(Collected data)
◇ ◇ ◇ ◇

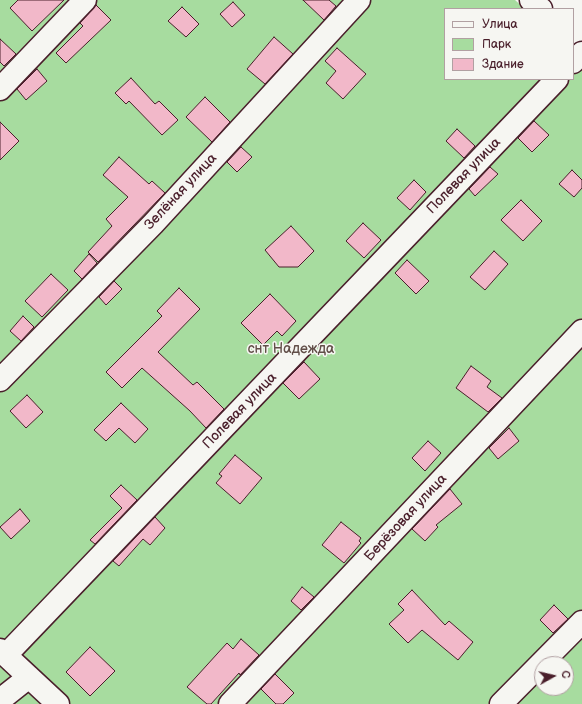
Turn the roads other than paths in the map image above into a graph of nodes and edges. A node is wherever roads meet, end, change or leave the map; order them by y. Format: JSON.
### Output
{"nodes":[{"id":1,"x":85,"y":0,"type":"edge"},
{"id":2,"x":359,"y":0,"type":"edge"},
{"id":3,"x":531,"y":0,"type":"edge"},
{"id":4,"x":540,"y":8,"type":"edge"},
{"id":5,"x":574,"y":39,"type":"edge"},
{"id":6,"x":582,"y":45,"type":"edge"},
{"id":7,"x":582,"y":53,"type":"edge"},
{"id":8,"x":574,"y":61,"type":"edge"},
{"id":9,"x":556,"y":80,"type":"edge"},
{"id":10,"x":0,"y":89,"type":"edge"},
{"id":11,"x":582,"y":331,"type":"edge"},
{"id":12,"x":0,"y":380,"type":"edge"},
{"id":13,"x":582,"y":622,"type":"edge"},
{"id":14,"x":3,"y":653,"type":"edge"},
{"id":15,"x":29,"y":677,"type":"junction"},
{"id":16,"x":0,"y":700,"type":"edge"},
{"id":17,"x":58,"y":704,"type":"edge"},
{"id":18,"x":230,"y":704,"type":"edge"},
{"id":19,"x":501,"y":704,"type":"edge"}],
"edges":[{"from":1,"to":10,"type":"street"},
{"from":2,"to":12,"type":"street","name":"Зелёная улица"},
{"from":3,"to":4,"type":"street"},
{"from":5,"to":6,"type":"street"},
{"from":7,"to":8,"type":"street"},
{"from":9,"to":14,"type":"street","name":"Полевая улица"},
{"from":11,"to":18,"type":"street","name":"Берёзовая улица"},
{"from":13,"to":19,"type":"street"},
{"from":14,"to":15,"type":"street"},
{"from":15,"to":16,"type":"street"},
{"from":15,"to":17,"type":"street"}]}
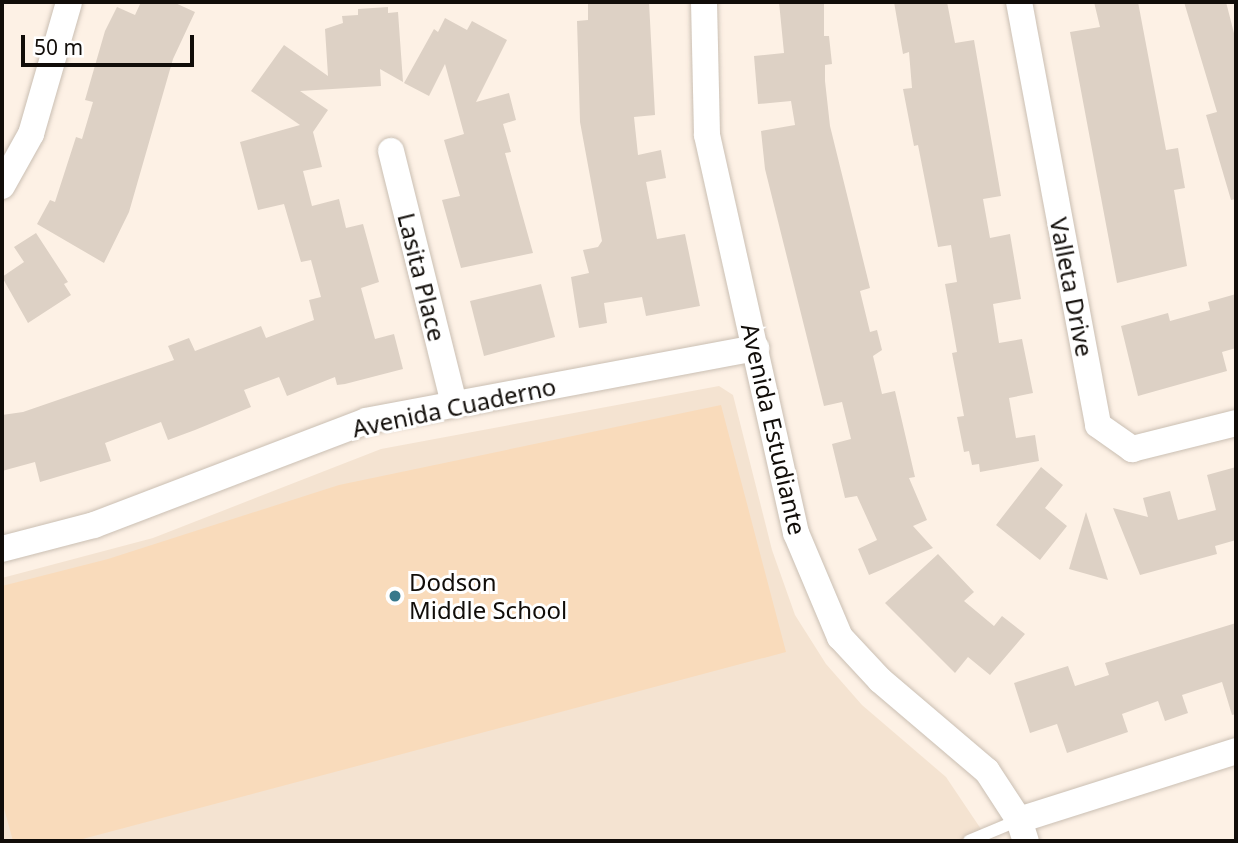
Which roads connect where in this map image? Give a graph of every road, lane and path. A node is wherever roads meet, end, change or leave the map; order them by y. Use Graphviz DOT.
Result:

◇ ◇ ◇ ◇

**Instructions for the task**
The task here is to output the line with "Which roads connect" and all lines after it to the end of the records above, exactly and only those.

**Solution to this exercise**
Which roads connect where in this map image? Give a graph of every road, lane and path. A node is wherever roads meet, end, change or leave the map; order them by y. Use Graphviz DOT.
Result:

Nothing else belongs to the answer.